Electrical interfacing of semiconductor devices with ion channels is the basis for a development of neuroelectronic systems and of cell-based biospecific electronic sensors. To elucidate the mechanism of cell-chip coupling, we studied the voltage-gated potassium channel Kv1.3 in HEK 293 cells on field-effect transistors in silicon with a metal-free gate of silicon dioxide. Upon intracellular depolarization there is a positive change of the effective extracellular voltage on the transistor with an amplitude that correlates with the gating of Kv1.3 channels, but with a dynamics that is far slower than channel gating. After repolarization there is a fast negative change of the transistor signal followed by a slow relaxation dynamics without any membrane current. To rationalize the involved transistor response, we propose a concept that combines the electrodiffusion of ions in the cell-chip junction with selective ion binding in the electrical double layer of silicon dioxide.
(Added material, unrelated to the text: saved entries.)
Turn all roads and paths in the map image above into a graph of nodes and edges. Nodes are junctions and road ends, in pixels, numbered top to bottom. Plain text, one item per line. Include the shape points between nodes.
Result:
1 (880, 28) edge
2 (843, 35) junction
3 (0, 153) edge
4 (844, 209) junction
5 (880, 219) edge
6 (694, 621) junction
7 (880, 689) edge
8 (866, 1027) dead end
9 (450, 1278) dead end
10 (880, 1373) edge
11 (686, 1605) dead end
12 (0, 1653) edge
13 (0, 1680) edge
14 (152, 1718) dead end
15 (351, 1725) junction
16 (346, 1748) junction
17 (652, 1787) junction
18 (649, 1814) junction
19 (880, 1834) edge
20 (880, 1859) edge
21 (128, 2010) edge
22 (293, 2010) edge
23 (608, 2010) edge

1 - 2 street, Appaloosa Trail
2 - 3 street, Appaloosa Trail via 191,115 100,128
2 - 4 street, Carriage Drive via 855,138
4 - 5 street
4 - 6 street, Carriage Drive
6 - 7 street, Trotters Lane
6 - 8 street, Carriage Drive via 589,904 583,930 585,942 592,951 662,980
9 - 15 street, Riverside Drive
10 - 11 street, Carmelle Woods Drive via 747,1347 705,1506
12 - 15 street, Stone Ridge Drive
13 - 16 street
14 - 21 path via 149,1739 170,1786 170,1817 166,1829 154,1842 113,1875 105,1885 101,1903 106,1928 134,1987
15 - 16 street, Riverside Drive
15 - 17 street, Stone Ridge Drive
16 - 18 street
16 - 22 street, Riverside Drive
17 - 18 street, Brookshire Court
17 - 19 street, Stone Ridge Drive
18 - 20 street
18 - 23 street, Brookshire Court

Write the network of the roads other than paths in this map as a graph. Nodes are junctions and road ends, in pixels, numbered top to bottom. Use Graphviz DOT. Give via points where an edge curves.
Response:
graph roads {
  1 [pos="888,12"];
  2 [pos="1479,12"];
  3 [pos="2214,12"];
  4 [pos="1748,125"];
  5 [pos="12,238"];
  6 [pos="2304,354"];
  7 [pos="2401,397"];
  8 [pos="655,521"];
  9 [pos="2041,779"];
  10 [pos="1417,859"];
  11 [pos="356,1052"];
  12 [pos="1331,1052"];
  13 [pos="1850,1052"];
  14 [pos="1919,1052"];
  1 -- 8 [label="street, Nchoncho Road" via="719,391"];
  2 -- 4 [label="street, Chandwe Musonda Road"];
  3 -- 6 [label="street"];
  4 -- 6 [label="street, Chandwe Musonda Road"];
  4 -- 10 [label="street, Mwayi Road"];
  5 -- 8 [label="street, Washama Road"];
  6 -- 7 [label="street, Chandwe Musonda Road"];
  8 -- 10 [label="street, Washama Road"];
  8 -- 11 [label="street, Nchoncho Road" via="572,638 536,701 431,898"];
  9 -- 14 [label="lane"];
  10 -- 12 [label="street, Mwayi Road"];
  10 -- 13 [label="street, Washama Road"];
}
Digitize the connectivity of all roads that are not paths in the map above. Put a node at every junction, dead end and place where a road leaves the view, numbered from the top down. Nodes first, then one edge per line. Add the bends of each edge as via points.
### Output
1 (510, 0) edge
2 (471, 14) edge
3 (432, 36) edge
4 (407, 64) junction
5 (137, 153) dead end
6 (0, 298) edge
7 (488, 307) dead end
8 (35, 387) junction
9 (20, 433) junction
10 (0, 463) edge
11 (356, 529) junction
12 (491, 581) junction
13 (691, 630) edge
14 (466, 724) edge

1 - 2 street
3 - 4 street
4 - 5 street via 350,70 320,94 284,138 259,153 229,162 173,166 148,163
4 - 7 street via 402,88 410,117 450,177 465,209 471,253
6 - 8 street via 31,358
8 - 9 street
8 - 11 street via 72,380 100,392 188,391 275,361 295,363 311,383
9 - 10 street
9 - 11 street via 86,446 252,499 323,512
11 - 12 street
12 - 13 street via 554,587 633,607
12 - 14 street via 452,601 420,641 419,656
The model implies (i) an electrical charging and discharging of the cell-chip capacitance within a microsecond, (ii) a changing K+ concentration in the cell-chip junction within a millisecond and (iii) a changing adsorption of K+ and Na+ ions within tens of milliseconds. The total transistor signal is a superposition of the changed electrical potential in the extracellular space between cell and chip and of the changed surface potential at the chip surface.